EXERCISE DETAILS ->
Transcribe every entry that follows, word for word, and omit the images.

Stored items ->
★ ★ ★ ★

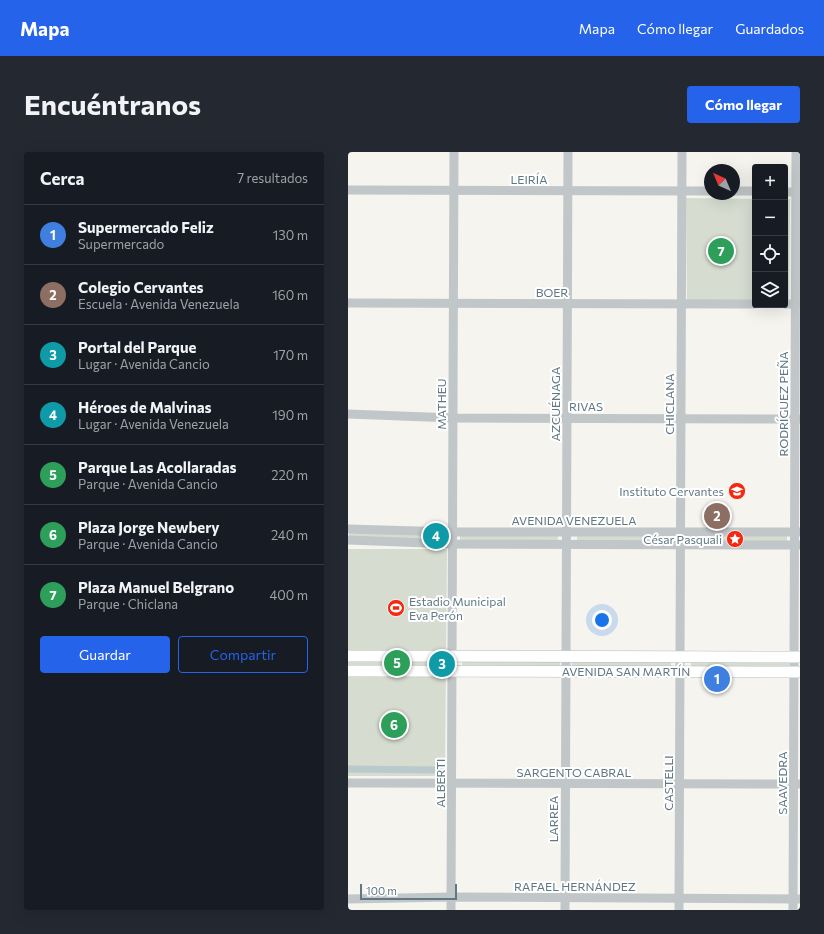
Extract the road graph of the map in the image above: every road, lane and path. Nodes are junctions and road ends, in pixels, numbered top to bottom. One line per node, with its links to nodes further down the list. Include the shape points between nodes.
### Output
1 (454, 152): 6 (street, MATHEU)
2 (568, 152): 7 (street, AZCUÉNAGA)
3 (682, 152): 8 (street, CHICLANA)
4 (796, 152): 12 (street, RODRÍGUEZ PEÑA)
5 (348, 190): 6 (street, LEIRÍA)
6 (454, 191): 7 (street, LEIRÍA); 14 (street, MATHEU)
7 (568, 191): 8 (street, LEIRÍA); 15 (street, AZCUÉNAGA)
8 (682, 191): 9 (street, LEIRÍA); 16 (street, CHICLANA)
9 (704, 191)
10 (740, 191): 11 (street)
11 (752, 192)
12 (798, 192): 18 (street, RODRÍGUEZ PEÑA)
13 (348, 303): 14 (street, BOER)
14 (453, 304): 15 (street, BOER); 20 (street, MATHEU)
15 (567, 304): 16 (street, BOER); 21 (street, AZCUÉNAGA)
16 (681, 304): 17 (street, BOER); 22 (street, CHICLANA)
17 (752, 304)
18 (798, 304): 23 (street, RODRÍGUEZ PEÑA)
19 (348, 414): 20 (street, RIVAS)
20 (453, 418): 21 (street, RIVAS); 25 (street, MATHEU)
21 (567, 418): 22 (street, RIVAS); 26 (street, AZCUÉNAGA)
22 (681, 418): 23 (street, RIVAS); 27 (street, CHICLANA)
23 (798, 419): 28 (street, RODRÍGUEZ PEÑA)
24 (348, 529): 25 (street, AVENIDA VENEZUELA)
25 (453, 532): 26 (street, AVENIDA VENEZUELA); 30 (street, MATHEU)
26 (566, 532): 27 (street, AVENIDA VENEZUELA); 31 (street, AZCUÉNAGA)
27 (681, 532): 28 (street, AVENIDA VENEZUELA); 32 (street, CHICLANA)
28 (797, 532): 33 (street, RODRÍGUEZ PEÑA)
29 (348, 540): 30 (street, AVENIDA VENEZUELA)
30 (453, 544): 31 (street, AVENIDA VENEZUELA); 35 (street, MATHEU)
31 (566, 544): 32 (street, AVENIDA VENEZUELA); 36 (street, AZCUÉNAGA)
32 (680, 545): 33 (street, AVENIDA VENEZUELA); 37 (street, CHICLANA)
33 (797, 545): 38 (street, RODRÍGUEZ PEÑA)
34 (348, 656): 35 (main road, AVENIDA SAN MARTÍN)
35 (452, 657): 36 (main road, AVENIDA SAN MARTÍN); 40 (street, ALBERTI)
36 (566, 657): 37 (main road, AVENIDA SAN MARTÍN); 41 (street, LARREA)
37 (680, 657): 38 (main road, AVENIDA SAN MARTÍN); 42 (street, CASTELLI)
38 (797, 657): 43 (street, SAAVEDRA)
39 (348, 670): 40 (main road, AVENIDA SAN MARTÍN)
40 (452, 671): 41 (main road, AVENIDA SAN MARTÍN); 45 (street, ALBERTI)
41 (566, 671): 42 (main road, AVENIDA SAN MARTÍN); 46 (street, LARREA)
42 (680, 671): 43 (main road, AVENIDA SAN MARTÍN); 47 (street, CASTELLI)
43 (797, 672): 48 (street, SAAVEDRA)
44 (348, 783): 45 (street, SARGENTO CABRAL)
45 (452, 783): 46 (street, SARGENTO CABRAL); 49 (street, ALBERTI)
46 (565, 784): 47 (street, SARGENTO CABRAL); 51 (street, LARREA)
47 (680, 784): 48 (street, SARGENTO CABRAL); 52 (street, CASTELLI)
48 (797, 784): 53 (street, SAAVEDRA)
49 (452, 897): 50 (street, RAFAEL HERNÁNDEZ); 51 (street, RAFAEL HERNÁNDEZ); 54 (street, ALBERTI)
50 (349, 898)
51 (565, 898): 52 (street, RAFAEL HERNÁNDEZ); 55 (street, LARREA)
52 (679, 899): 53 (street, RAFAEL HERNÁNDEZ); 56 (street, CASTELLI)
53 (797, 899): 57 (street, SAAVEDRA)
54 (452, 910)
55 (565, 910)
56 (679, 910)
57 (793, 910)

★ ★ ★ ★

EXERCISE OUTPUT ->
Extract the road graph of the map in the image above: every road, lane and path. Nodes are junctions and road ends, in pixels, numbered top to bottom. One line per node, with its links to nodes further down the list. Include the shape points between nodes.
### Output
1 (454, 152): 6 (street, MATHEU)
2 (568, 152): 7 (street, AZCUÉNAGA)
3 (682, 152): 8 (street, CHICLANA)
4 (796, 152): 12 (street, RODRÍGUEZ PEÑA)
5 (348, 190): 6 (street, LEIRÍA)
6 (454, 191): 7 (street, LEIRÍA); 14 (street, MATHEU)
7 (568, 191): 8 (street, LEIRÍA); 15 (street, AZCUÉNAGA)
8 (682, 191): 9 (street, LEIRÍA); 16 (street, CHICLANA)
9 (704, 191)
10 (740, 191): 11 (street)
11 (752, 192)
12 (798, 192): 18 (street, RODRÍGUEZ PEÑA)
13 (348, 303): 14 (street, BOER)
14 (453, 304): 15 (street, BOER); 20 (street, MATHEU)
15 (567, 304): 16 (street, BOER); 21 (street, AZCUÉNAGA)
16 (681, 304): 17 (street, BOER); 22 (street, CHICLANA)
17 (752, 304)
18 (798, 304): 23 (street, RODRÍGUEZ PEÑA)
19 (348, 414): 20 (street, RIVAS)
20 (453, 418): 21 (street, RIVAS); 25 (street, MATHEU)
21 (567, 418): 22 (street, RIVAS); 26 (street, AZCUÉNAGA)
22 (681, 418): 23 (street, RIVAS); 27 (street, CHICLANA)
23 (798, 419): 28 (street, RODRÍGUEZ PEÑA)
24 (348, 529): 25 (street, AVENIDA VENEZUELA)
25 (453, 532): 26 (street, AVENIDA VENEZUELA); 30 (street, MATHEU)
26 (566, 532): 27 (street, AVENIDA VENEZUELA); 31 (street, AZCUÉNAGA)
27 (681, 532): 28 (street, AVENIDA VENEZUELA); 32 (street, CHICLANA)
28 (797, 532): 33 (street, RODRÍGUEZ PEÑA)
29 (348, 540): 30 (street, AVENIDA VENEZUELA)
30 (453, 544): 31 (street, AVENIDA VENEZUELA); 35 (street, MATHEU)
31 (566, 544): 32 (street, AVENIDA VENEZUELA); 36 (street, AZCUÉNAGA)
32 (680, 545): 33 (street, AVENIDA VENEZUELA); 37 (street, CHICLANA)
33 (797, 545): 38 (street, RODRÍGUEZ PEÑA)
34 (348, 656): 35 (main road, AVENIDA SAN MARTÍN)
35 (452, 657): 36 (main road, AVENIDA SAN MARTÍN); 40 (street, ALBERTI)
36 (566, 657): 37 (main road, AVENIDA SAN MARTÍN); 41 (street, LARREA)
37 (680, 657): 38 (main road, AVENIDA SAN MARTÍN); 42 (street, CASTELLI)
38 (797, 657): 43 (street, SAAVEDRA)
39 (348, 670): 40 (main road, AVENIDA SAN MARTÍN)
40 (452, 671): 41 (main road, AVENIDA SAN MARTÍN); 45 (street, ALBERTI)
41 (566, 671): 42 (main road, AVENIDA SAN MARTÍN); 46 (street, LARREA)
42 (680, 671): 43 (main road, AVENIDA SAN MARTÍN); 47 (street, CASTELLI)
43 (797, 672): 48 (street, SAAVEDRA)
44 (348, 783): 45 (street, SARGENTO CABRAL)
45 (452, 783): 46 (street, SARGENTO CABRAL); 49 (street, ALBERTI)
46 (565, 784): 47 (street, SARGENTO CABRAL); 51 (street, LARREA)
47 (680, 784): 48 (street, SARGENTO CABRAL); 52 (street, CASTELLI)
48 (797, 784): 53 (street, SAAVEDRA)
49 (452, 897): 50 (street, RAFAEL HERNÁNDEZ); 51 (street, RAFAEL HERNÁNDEZ); 54 (street, ALBERTI)
50 (349, 898)
51 (565, 898): 52 (street, RAFAEL HERNÁNDEZ); 55 (street, LARREA)
52 (679, 899): 53 (street, RAFAEL HERNÁNDEZ); 56 (street, CASTELLI)
53 (797, 899): 57 (street, SAAVEDRA)
54 (452, 910)
55 (565, 910)
56 (679, 910)
57 (793, 910)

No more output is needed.